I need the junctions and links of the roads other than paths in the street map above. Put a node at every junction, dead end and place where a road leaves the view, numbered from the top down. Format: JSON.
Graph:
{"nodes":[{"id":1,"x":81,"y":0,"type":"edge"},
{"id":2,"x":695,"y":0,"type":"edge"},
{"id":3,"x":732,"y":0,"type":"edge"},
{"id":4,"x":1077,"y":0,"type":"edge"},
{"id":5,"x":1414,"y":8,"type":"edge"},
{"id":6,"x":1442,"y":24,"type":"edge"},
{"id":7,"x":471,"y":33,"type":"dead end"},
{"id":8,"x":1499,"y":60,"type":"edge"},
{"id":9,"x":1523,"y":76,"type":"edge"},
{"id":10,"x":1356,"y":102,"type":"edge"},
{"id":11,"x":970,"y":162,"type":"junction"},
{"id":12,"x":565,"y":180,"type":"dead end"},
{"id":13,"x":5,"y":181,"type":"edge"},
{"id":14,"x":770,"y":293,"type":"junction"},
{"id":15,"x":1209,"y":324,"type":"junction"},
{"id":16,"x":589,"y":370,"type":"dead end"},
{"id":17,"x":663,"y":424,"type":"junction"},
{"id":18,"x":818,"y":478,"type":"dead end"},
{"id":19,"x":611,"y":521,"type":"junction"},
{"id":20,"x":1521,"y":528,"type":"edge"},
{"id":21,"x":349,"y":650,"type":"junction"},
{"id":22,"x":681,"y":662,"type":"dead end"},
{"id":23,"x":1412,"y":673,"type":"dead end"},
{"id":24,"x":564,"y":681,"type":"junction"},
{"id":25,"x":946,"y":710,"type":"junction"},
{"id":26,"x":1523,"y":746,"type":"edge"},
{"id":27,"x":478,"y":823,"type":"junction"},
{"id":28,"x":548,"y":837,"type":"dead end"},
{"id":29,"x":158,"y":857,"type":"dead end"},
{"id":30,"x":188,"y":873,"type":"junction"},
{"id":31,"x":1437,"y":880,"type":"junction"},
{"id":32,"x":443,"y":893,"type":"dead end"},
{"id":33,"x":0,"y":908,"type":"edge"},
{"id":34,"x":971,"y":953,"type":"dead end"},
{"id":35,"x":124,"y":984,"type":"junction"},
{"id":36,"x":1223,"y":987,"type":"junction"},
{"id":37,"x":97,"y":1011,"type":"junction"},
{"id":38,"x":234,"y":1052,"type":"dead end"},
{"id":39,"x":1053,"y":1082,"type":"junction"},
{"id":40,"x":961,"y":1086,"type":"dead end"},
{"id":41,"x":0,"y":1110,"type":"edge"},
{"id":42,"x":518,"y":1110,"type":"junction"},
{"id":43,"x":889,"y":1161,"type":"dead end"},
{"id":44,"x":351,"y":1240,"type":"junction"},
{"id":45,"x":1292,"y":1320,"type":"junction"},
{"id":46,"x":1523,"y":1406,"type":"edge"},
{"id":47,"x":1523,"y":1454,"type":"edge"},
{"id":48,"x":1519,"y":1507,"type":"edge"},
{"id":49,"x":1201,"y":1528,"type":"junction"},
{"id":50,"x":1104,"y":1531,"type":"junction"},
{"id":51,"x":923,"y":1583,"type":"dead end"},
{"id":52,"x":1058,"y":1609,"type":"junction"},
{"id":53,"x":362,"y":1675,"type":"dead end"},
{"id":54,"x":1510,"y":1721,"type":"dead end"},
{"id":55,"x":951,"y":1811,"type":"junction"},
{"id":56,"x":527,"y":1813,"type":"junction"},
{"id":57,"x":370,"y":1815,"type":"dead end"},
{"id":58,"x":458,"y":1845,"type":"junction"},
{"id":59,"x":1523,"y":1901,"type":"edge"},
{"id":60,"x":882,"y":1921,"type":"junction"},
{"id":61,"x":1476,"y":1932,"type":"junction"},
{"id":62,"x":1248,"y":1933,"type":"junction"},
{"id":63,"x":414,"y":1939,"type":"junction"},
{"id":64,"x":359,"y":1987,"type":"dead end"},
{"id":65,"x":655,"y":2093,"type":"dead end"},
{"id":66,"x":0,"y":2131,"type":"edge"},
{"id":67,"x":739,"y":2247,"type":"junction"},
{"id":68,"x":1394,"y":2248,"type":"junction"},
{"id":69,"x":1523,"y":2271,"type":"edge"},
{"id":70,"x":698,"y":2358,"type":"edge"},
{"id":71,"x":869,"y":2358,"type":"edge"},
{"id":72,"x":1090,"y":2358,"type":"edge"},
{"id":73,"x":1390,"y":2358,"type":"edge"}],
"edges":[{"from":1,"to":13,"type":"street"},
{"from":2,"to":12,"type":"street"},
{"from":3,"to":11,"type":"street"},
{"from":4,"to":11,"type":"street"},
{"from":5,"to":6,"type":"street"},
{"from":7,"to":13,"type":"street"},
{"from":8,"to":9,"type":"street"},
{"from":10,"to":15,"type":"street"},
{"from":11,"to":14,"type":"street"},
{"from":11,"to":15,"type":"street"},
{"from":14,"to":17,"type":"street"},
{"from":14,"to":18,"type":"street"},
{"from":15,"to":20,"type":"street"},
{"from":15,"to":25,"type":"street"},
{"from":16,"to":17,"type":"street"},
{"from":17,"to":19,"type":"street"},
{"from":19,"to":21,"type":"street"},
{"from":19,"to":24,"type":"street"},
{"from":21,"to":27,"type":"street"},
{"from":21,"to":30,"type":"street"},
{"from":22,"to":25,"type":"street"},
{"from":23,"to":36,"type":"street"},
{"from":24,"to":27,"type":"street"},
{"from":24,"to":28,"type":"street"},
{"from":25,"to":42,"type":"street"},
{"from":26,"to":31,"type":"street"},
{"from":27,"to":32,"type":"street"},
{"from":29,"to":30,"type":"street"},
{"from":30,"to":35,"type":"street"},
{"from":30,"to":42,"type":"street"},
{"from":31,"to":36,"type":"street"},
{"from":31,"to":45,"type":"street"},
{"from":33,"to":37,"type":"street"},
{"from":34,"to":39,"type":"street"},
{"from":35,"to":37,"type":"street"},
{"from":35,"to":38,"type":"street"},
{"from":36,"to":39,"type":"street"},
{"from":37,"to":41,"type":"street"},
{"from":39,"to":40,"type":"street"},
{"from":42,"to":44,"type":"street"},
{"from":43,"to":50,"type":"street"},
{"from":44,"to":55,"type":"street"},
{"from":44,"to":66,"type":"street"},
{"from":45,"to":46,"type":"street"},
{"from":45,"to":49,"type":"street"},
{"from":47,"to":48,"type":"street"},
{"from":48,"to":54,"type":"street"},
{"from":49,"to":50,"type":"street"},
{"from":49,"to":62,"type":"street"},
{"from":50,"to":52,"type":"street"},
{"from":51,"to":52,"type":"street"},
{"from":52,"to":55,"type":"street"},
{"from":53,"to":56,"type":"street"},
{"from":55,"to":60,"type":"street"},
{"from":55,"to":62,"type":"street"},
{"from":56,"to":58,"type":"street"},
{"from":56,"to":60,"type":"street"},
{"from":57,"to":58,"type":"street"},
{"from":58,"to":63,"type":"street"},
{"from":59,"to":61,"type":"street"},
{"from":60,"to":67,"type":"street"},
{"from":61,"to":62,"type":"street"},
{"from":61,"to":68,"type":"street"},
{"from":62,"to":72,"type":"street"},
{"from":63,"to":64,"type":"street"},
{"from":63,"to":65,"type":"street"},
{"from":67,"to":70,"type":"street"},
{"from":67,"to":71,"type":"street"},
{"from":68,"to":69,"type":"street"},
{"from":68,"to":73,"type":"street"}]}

• [Exercise aim]: Restate the whole of the data exactly.

• [Response box]:
I need the junctions and links of the roads other than paths in the street map above. Put a node at every junction, dead end and place where a road leaves the view, numbered from the top down. Format: JSON.
Graph:
{"nodes":[{"id":1,"x":81,"y":0,"type":"edge"},
{"id":2,"x":695,"y":0,"type":"edge"},
{"id":3,"x":732,"y":0,"type":"edge"},
{"id":4,"x":1077,"y":0,"type":"edge"},
{"id":5,"x":1414,"y":8,"type":"edge"},
{"id":6,"x":1442,"y":24,"type":"edge"},
{"id":7,"x":471,"y":33,"type":"dead end"},
{"id":8,"x":1499,"y":60,"type":"edge"},
{"id":9,"x":1523,"y":76,"type":"edge"},
{"id":10,"x":1356,"y":102,"type":"edge"},
{"id":11,"x":970,"y":162,"type":"junction"},
{"id":12,"x":565,"y":180,"type":"dead end"},
{"id":13,"x":5,"y":181,"type":"edge"},
{"id":14,"x":770,"y":293,"type":"junction"},
{"id":15,"x":1209,"y":324,"type":"junction"},
{"id":16,"x":589,"y":370,"type":"dead end"},
{"id":17,"x":663,"y":424,"type":"junction"},
{"id":18,"x":818,"y":478,"type":"dead end"},
{"id":19,"x":611,"y":521,"type":"junction"},
{"id":20,"x":1521,"y":528,"type":"edge"},
{"id":21,"x":349,"y":650,"type":"junction"},
{"id":22,"x":681,"y":662,"type":"dead end"},
{"id":23,"x":1412,"y":673,"type":"dead end"},
{"id":24,"x":564,"y":681,"type":"junction"},
{"id":25,"x":946,"y":710,"type":"junction"},
{"id":26,"x":1523,"y":746,"type":"edge"},
{"id":27,"x":478,"y":823,"type":"junction"},
{"id":28,"x":548,"y":837,"type":"dead end"},
{"id":29,"x":158,"y":857,"type":"dead end"},
{"id":30,"x":188,"y":873,"type":"junction"},
{"id":31,"x":1437,"y":880,"type":"junction"},
{"id":32,"x":443,"y":893,"type":"dead end"},
{"id":33,"x":0,"y":908,"type":"edge"},
{"id":34,"x":971,"y":953,"type":"dead end"},
{"id":35,"x":124,"y":984,"type":"junction"},
{"id":36,"x":1223,"y":987,"type":"junction"},
{"id":37,"x":97,"y":1011,"type":"junction"},
{"id":38,"x":234,"y":1052,"type":"dead end"},
{"id":39,"x":1053,"y":1082,"type":"junction"},
{"id":40,"x":961,"y":1086,"type":"dead end"},
{"id":41,"x":0,"y":1110,"type":"edge"},
{"id":42,"x":518,"y":1110,"type":"junction"},
{"id":43,"x":889,"y":1161,"type":"dead end"},
{"id":44,"x":351,"y":1240,"type":"junction"},
{"id":45,"x":1292,"y":1320,"type":"junction"},
{"id":46,"x":1523,"y":1406,"type":"edge"},
{"id":47,"x":1523,"y":1454,"type":"edge"},
{"id":48,"x":1519,"y":1507,"type":"edge"},
{"id":49,"x":1201,"y":1528,"type":"junction"},
{"id":50,"x":1104,"y":1531,"type":"junction"},
{"id":51,"x":923,"y":1583,"type":"dead end"},
{"id":52,"x":1058,"y":1609,"type":"junction"},
{"id":53,"x":362,"y":1675,"type":"dead end"},
{"id":54,"x":1510,"y":1721,"type":"dead end"},
{"id":55,"x":951,"y":1811,"type":"junction"},
{"id":56,"x":527,"y":1813,"type":"junction"},
{"id":57,"x":370,"y":1815,"type":"dead end"},
{"id":58,"x":458,"y":1845,"type":"junction"},
{"id":59,"x":1523,"y":1901,"type":"edge"},
{"id":60,"x":882,"y":1921,"type":"junction"},
{"id":61,"x":1476,"y":1932,"type":"junction"},
{"id":62,"x":1248,"y":1933,"type":"junction"},
{"id":63,"x":414,"y":1939,"type":"junction"},
{"id":64,"x":359,"y":1987,"type":"dead end"},
{"id":65,"x":655,"y":2093,"type":"dead end"},
{"id":66,"x":0,"y":2131,"type":"edge"},
{"id":67,"x":739,"y":2247,"type":"junction"},
{"id":68,"x":1394,"y":2248,"type":"junction"},
{"id":69,"x":1523,"y":2271,"type":"edge"},
{"id":70,"x":698,"y":2358,"type":"edge"},
{"id":71,"x":869,"y":2358,"type":"edge"},
{"id":72,"x":1090,"y":2358,"type":"edge"},
{"id":73,"x":1390,"y":2358,"type":"edge"}],
"edges":[{"from":1,"to":13,"type":"street"},
{"from":2,"to":12,"type":"street"},
{"from":3,"to":11,"type":"street"},
{"from":4,"to":11,"type":"street"},
{"from":5,"to":6,"type":"street"},
{"from":7,"to":13,"type":"street"},
{"from":8,"to":9,"type":"street"},
{"from":10,"to":15,"type":"street"},
{"from":11,"to":14,"type":"street"},
{"from":11,"to":15,"type":"street"},
{"from":14,"to":17,"type":"street"},
{"from":14,"to":18,"type":"street"},
{"from":15,"to":20,"type":"street"},
{"from":15,"to":25,"type":"street"},
{"from":16,"to":17,"type":"street"},
{"from":17,"to":19,"type":"street"},
{"from":19,"to":21,"type":"street"},
{"from":19,"to":24,"type":"street"},
{"from":21,"to":27,"type":"street"},
{"from":21,"to":30,"type":"street"},
{"from":22,"to":25,"type":"street"},
{"from":23,"to":36,"type":"street"},
{"from":24,"to":27,"type":"street"},
{"from":24,"to":28,"type":"street"},
{"from":25,"to":42,"type":"street"},
{"from":26,"to":31,"type":"street"},
{"from":27,"to":32,"type":"street"},
{"from":29,"to":30,"type":"street"},
{"from":30,"to":35,"type":"street"},
{"from":30,"to":42,"type":"street"},
{"from":31,"to":36,"type":"street"},
{"from":31,"to":45,"type":"street"},
{"from":33,"to":37,"type":"street"},
{"from":34,"to":39,"type":"street"},
{"from":35,"to":37,"type":"street"},
{"from":35,"to":38,"type":"street"},
{"from":36,"to":39,"type":"street"},
{"from":37,"to":41,"type":"street"},
{"from":39,"to":40,"type":"street"},
{"from":42,"to":44,"type":"street"},
{"from":43,"to":50,"type":"street"},
{"from":44,"to":55,"type":"street"},
{"from":44,"to":66,"type":"street"},
{"from":45,"to":46,"type":"street"},
{"from":45,"to":49,"type":"street"},
{"from":47,"to":48,"type":"street"},
{"from":48,"to":54,"type":"street"},
{"from":49,"to":50,"type":"street"},
{"from":49,"to":62,"type":"street"},
{"from":50,"to":52,"type":"street"},
{"from":51,"to":52,"type":"street"},
{"from":52,"to":55,"type":"street"},
{"from":53,"to":56,"type":"street"},
{"from":55,"to":60,"type":"street"},
{"from":55,"to":62,"type":"street"},
{"from":56,"to":58,"type":"street"},
{"from":56,"to":60,"type":"street"},
{"from":57,"to":58,"type":"street"},
{"from":58,"to":63,"type":"street"},
{"from":59,"to":61,"type":"street"},
{"from":60,"to":67,"type":"street"},
{"from":61,"to":62,"type":"street"},
{"from":61,"to":68,"type":"street"},
{"from":62,"to":72,"type":"street"},
{"from":63,"to":64,"type":"street"},
{"from":63,"to":65,"type":"street"},
{"from":67,"to":70,"type":"street"},
{"from":67,"to":71,"type":"street"},
{"from":68,"to":69,"type":"street"},
{"from":68,"to":73,"type":"street"}]}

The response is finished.